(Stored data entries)

++++

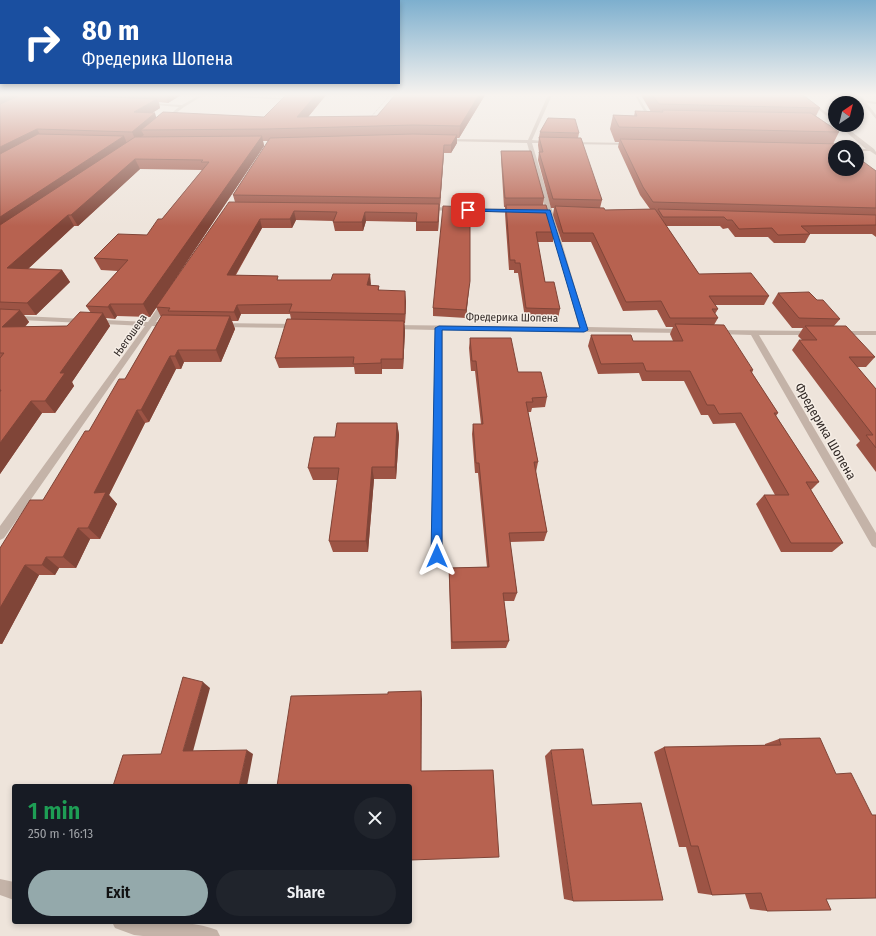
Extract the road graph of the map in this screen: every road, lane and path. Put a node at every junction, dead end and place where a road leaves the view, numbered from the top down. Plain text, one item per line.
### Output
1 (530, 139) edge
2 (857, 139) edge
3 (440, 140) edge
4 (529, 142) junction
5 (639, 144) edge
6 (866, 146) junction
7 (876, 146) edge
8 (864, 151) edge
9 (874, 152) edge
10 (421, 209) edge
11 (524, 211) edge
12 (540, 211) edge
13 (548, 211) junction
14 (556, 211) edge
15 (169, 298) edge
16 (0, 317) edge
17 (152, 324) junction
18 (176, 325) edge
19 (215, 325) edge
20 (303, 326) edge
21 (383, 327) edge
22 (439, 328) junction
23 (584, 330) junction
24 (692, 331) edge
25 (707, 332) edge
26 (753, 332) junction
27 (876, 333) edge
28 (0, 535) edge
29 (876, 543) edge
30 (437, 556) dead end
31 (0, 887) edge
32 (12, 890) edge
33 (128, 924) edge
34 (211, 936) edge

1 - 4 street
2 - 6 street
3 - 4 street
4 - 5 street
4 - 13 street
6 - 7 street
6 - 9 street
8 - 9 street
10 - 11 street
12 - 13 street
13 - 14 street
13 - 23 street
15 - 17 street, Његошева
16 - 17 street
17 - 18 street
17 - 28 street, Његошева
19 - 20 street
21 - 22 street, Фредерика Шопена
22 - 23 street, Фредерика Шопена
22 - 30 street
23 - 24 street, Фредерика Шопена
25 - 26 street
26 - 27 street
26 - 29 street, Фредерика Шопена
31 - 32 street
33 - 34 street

++++

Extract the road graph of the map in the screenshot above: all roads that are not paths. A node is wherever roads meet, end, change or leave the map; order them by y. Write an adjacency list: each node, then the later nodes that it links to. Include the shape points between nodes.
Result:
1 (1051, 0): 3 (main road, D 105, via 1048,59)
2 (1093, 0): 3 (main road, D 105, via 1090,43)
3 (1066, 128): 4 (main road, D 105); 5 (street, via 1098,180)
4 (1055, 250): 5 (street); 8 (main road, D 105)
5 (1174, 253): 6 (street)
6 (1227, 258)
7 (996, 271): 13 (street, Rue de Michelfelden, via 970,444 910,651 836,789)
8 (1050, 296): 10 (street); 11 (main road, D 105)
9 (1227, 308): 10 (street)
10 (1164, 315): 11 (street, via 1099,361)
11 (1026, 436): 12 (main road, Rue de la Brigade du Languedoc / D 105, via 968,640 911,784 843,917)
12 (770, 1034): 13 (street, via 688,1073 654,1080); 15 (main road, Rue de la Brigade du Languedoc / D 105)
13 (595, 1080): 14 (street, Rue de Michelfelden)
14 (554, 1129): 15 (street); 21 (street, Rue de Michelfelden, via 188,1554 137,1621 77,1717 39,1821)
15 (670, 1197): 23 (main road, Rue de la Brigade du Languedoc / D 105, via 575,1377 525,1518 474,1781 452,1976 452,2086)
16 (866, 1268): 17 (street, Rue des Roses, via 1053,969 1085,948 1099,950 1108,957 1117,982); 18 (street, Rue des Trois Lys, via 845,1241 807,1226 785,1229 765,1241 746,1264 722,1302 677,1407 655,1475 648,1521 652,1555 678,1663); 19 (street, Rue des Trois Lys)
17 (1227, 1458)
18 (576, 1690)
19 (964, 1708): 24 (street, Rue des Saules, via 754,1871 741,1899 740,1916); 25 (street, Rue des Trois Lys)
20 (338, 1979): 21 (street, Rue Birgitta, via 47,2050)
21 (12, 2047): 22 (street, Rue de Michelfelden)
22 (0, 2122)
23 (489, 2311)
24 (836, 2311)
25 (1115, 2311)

++++

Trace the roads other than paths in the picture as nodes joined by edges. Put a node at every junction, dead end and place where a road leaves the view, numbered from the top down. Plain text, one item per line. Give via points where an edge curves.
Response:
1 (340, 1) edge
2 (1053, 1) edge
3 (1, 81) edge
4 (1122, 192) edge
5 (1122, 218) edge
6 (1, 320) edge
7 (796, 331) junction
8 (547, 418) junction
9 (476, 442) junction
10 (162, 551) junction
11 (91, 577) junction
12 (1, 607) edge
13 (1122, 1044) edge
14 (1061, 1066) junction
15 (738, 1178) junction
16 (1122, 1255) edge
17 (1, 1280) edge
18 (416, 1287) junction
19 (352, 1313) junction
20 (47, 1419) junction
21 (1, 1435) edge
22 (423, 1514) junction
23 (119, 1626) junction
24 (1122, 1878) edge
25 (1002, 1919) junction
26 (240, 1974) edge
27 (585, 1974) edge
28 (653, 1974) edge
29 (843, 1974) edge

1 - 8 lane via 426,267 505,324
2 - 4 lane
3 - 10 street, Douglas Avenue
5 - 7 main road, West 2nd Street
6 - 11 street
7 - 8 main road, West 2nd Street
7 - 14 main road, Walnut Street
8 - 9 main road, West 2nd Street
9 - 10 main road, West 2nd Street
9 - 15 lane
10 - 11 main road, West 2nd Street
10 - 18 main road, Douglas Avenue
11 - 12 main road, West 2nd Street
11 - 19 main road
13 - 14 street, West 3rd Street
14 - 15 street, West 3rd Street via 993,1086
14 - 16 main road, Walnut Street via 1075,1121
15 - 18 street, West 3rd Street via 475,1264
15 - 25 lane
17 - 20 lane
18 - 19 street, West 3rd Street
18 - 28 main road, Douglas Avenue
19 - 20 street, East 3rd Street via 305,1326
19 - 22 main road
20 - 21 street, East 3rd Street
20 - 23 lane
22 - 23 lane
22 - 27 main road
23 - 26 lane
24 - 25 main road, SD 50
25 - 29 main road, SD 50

++++

• [ASSIGNMENT] Which lines above hold the word "text"? Copy each of them.

• [ANSWER SPACE]
Extract the road graph of the map in this screen: every road, lane and path. Put a node at every junction, dead end and place where a road leaves the view, numbered from the top down. Plain text, one item per line.
Trace the roads other than paths in the picture as nodes joined by edges. Put a node at every junction, dead end and place where a road leaves the view, numbered from the top down. Plain text, one item per line. Give via points where an edge curves.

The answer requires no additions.